During the debate, Tanaka, who has raised the most money among the seven candidates, sought to rise above the criticism.
“Certainly the usual attacks occurred,” Tanaka said. “We are fighting for the top cop job in the county, and this is politics.”
He said he had “a lot of respect” for the other candidates and urged voters to consider his qualifications – Tanaka spent 33 years with the department before rising to second in command under former Sheriff Lee Baca. Baca resigned abruptly in January amid mounting troubles.
“As you go to the polls, I would ask that you look beyond these attention grabbing statements,” said Tanaka, who also serves as mayor of Gardena.
In addition to the FBI’s interest in him as someone who may have been involved in misconduct, the Citizens Commission on Jail Violence said Tanaka condoned or failed to stop inmate abuse at Men’s Central Jail.

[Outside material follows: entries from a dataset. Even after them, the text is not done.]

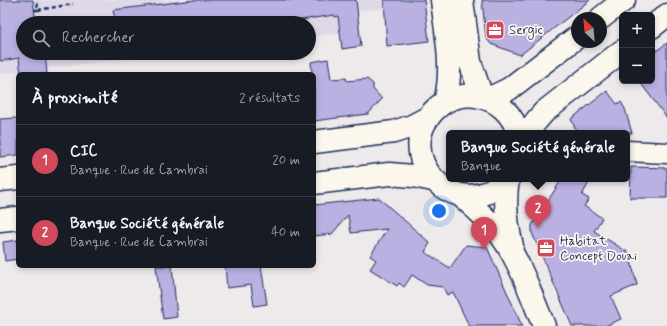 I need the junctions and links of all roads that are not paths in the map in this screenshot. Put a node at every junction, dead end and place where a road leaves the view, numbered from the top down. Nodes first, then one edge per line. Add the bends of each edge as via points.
1 (442, 0) edge
2 (462, 0) edge
3 (624, 0) edge
4 (607, 13) edge
5 (667, 15) edge
6 (655, 25) edge
7 (571, 41) edge
8 (619, 53) edge
9 (485, 98) junction
10 (445, 102) junction
11 (428, 117) junction
12 (517, 130) edge
13 (529, 130) edge
14 (316, 142) edge
15 (630, 151) edge
16 (667, 153) edge
17 (16, 178) edge
18 (0, 180) edge
19 (433, 180) junction
20 (504, 182) edge
21 (508, 182) edge
22 (316, 183) edge
23 (460, 195) junction
24 (16, 218) edge
25 (0, 220) edge
26 (514, 257) junction
27 (544, 326) edge

1 - 10 main road via 449,54
2 - 9 main road via 470,62
3 - 4 main road
5 - 6 main road
7 - 9 main road via 509,89
8 - 13 main road via 544,112
9 - 10 main road via 463,96
9 - 12 main road via 499,105 508,114
10 - 11 main road
11 - 14 main road via 394,132
11 - 19 main road via 422,131 420,146 422,161
15 - 16 street
17 - 18 main road
19 - 22 main road via 389,174
19 - 23 main road via 446,190
20 - 23 main road via 483,194
21 - 26 main road via 505,207
23 - 26 main road via 494,227
24 - 25 main road
26 - 27 main road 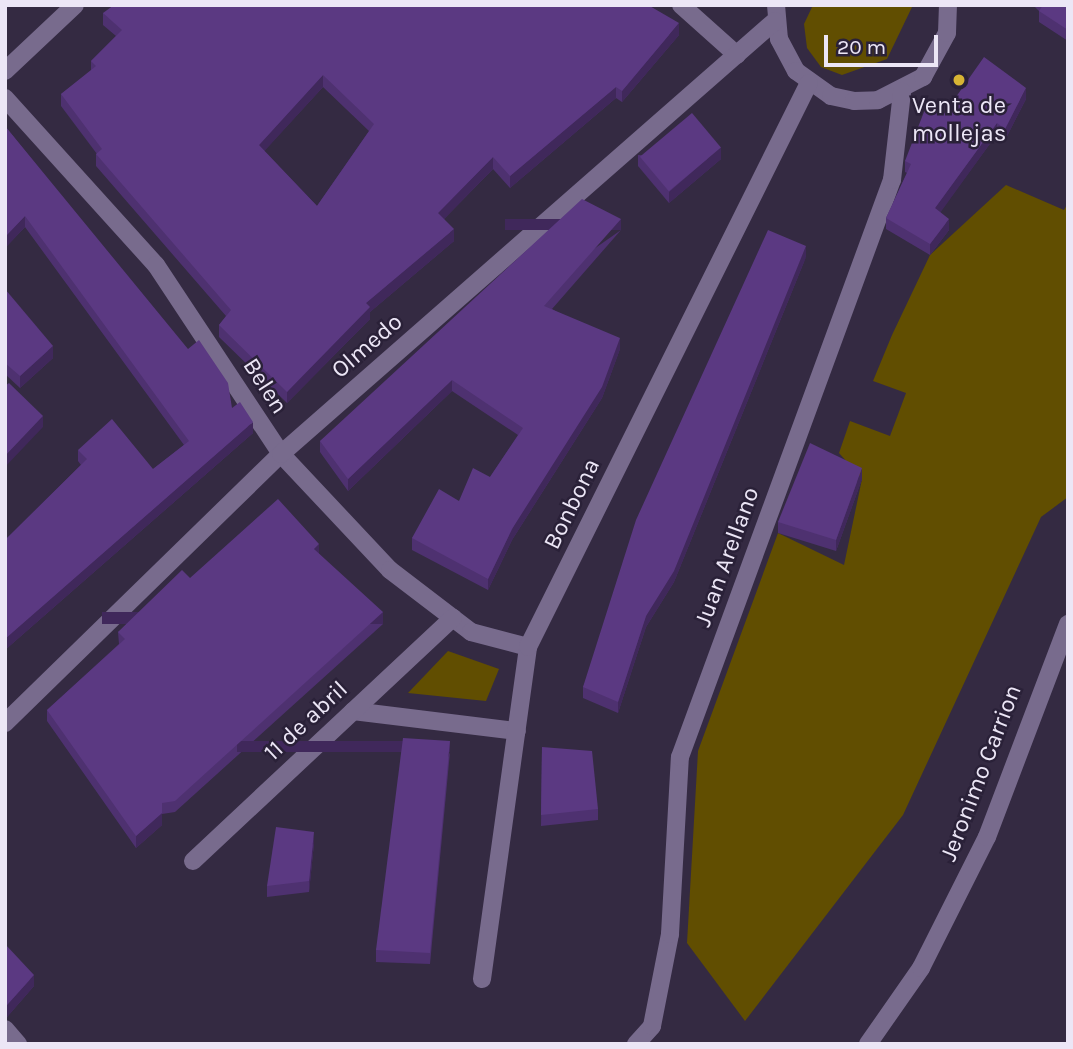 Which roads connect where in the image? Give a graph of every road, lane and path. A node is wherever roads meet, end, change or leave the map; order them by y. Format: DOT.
graph roads {
  1 [pos="75,5"];
  2 [pos="681,5"];
  3 [pos="948,5"];
  4 [pos="775,13"];
  5 [pos="737,55"];
  6 [pos="5,71"];
  7 [pos="809,83"];
  8 [pos="902,92"];
  9 [pos="5,99"];
  10 [pos="281,454"];
  11 [pos="453,618"];
  12 [pos="1068,624"];
  13 [pos="528,647"];
  14 [pos="353,711"];
  15 [pos="5,723"];
  16 [pos="517,731"];
  17 [pos="193,861"];
  18 [pos="482,979"];
  19 [pos="5,1029"];
  20 [pos="655,1035"];
  21 [pos="18,1044"];
  22 [pos="636,1044"];
  23 [pos="868,1044"];
  1 -- 6 [label="street"];
  2 -- 5 [label="street"];
  3 -- 8 [label="street"];
  4 -- 5 [label="street, Olmedo"];
  4 -- 7 [label="street"];
  5 -- 10 [label="street, Olmedo"];
  7 -- 8 [label="street"];
  7 -- 13 [label="street, Bonbona"];
  8 -- 20 [label="street, Juan Arellano"];
  9 -- 10 [label="street, Belen"];
  10 -- 11 [label="street, Belen"];
  10 -- 15 [label="street, Olmedo"];
  11 -- 13 [label="street, Belen"];
  11 -- 14 [label="street, 11 de abril"];
  12 -- 23 [label="street, Jeronimo Carrion"];
  13 -- 16 [label="street, Bonbona"];
  14 -- 16 [label="street"];
  14 -- 17 [label="street, 11 de abril"];
  16 -- 18 [label="street, Bonbona"];
  19 -- 21 [label="street"];
  20 -- 22 [label="street, Juan Arellano"];
}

“In 33 years of law enforcement, never once did I ever condone, encourage or tolerate abusive behavior or misconduct,” Tanaka said during the debate.

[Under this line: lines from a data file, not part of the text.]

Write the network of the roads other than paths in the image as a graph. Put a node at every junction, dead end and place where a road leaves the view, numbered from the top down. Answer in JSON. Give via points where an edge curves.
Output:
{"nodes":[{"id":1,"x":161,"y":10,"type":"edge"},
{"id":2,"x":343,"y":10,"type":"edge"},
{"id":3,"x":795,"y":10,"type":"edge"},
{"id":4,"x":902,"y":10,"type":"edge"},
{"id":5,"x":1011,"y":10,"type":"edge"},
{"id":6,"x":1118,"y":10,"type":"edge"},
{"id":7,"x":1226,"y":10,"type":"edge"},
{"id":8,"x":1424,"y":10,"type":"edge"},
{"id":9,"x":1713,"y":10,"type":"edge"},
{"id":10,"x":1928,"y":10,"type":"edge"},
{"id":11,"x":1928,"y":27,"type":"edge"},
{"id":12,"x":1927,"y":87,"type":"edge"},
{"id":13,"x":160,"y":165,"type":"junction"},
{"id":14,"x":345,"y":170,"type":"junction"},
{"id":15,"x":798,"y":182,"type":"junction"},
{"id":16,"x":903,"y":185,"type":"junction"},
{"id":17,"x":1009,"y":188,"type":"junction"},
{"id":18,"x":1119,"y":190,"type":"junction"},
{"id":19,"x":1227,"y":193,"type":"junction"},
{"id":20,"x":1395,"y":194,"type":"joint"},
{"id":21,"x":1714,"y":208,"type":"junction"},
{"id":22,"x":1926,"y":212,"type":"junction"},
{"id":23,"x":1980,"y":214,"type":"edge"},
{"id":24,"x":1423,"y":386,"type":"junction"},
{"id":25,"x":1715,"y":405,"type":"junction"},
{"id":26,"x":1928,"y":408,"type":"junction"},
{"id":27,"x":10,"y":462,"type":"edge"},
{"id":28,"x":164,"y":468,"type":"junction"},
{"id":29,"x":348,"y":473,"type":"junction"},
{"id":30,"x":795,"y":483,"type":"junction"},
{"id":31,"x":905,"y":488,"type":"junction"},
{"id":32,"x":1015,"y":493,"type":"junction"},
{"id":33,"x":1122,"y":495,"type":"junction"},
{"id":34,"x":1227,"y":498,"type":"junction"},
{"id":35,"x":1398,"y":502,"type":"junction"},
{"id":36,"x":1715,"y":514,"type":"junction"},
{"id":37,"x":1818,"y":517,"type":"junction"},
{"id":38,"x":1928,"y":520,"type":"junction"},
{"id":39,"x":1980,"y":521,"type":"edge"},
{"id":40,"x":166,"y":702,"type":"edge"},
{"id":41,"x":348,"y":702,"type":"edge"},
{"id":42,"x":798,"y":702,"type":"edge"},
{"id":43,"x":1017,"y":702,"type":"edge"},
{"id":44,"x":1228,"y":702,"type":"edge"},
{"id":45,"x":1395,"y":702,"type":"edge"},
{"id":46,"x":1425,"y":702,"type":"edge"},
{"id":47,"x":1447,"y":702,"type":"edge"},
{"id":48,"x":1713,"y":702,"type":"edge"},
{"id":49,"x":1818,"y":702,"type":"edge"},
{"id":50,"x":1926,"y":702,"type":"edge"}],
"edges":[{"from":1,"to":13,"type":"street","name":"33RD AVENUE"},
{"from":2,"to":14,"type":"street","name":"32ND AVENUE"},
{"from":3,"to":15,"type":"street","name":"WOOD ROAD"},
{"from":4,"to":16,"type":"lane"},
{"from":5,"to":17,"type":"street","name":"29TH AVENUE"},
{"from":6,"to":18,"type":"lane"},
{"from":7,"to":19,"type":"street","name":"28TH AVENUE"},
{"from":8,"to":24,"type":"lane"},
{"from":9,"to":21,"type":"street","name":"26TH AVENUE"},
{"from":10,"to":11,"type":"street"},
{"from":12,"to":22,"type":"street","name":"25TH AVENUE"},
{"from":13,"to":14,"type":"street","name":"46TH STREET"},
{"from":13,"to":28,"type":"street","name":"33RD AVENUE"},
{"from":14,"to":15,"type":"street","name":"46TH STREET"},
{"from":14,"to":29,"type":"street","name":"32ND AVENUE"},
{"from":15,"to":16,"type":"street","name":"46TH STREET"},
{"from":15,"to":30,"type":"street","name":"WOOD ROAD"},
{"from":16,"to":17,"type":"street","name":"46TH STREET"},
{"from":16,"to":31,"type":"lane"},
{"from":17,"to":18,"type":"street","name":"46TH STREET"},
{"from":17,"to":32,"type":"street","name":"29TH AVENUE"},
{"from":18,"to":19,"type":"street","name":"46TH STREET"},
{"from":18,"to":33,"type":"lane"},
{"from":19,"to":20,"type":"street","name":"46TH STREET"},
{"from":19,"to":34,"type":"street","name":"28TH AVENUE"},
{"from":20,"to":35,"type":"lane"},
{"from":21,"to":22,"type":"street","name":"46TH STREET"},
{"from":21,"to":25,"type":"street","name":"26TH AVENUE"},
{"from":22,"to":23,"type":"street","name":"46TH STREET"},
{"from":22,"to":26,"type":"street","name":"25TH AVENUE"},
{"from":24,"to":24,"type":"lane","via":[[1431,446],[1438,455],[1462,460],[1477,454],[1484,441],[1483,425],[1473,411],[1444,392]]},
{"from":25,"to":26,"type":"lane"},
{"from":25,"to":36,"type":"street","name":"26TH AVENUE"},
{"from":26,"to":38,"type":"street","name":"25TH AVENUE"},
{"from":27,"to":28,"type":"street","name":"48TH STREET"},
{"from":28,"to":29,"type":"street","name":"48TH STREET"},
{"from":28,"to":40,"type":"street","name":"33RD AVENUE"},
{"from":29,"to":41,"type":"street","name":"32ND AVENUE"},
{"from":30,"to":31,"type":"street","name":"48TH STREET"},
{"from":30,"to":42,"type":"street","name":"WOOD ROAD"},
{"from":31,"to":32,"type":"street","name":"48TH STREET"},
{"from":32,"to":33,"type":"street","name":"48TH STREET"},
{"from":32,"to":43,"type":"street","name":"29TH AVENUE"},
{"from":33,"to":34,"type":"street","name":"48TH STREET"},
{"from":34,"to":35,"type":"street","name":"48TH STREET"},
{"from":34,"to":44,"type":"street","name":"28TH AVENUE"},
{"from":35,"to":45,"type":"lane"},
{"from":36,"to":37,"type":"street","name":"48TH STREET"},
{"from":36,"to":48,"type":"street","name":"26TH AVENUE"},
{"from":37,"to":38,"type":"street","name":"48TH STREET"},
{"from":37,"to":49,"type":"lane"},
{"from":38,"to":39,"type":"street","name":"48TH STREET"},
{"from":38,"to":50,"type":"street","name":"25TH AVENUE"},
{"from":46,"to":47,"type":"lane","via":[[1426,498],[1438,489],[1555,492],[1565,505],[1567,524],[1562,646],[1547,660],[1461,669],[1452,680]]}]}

Tanaka was the only candidate in attendance who said he did not support the immediate creation of a civilian review panel to serve as a watchdog of the department. He said he’d prefer to see how the newly appointed inspector general works out.
“We need to give him an opportunity to succeed,” he said.
The moderator of the debate asked Assistant Sheriffs Rogers and James Hellmold why voters should chose someone from inside the troubled agency to lead efforts to reform it.
“That’s a fair question,” said Hellmold, who once served as Baca’s personal driver. “What I want to bring to the Sheriff’s Department – and where Mr. Baca was lacking – is clear expectations and holding people accountable for misconduct.”
“Not all of us were complicit in the corruption and the mismanagement that was going on,” Rogers said.
Many of the people who showed up at the debate said they were having a difficult time picking a a favorite candidate in a race that hasn't received a lot of news coverage.
"Its been hard because of the number of candidates and not knowing a lot about them," said Harlan Peterson. "I think I've narrowed it down to a couple."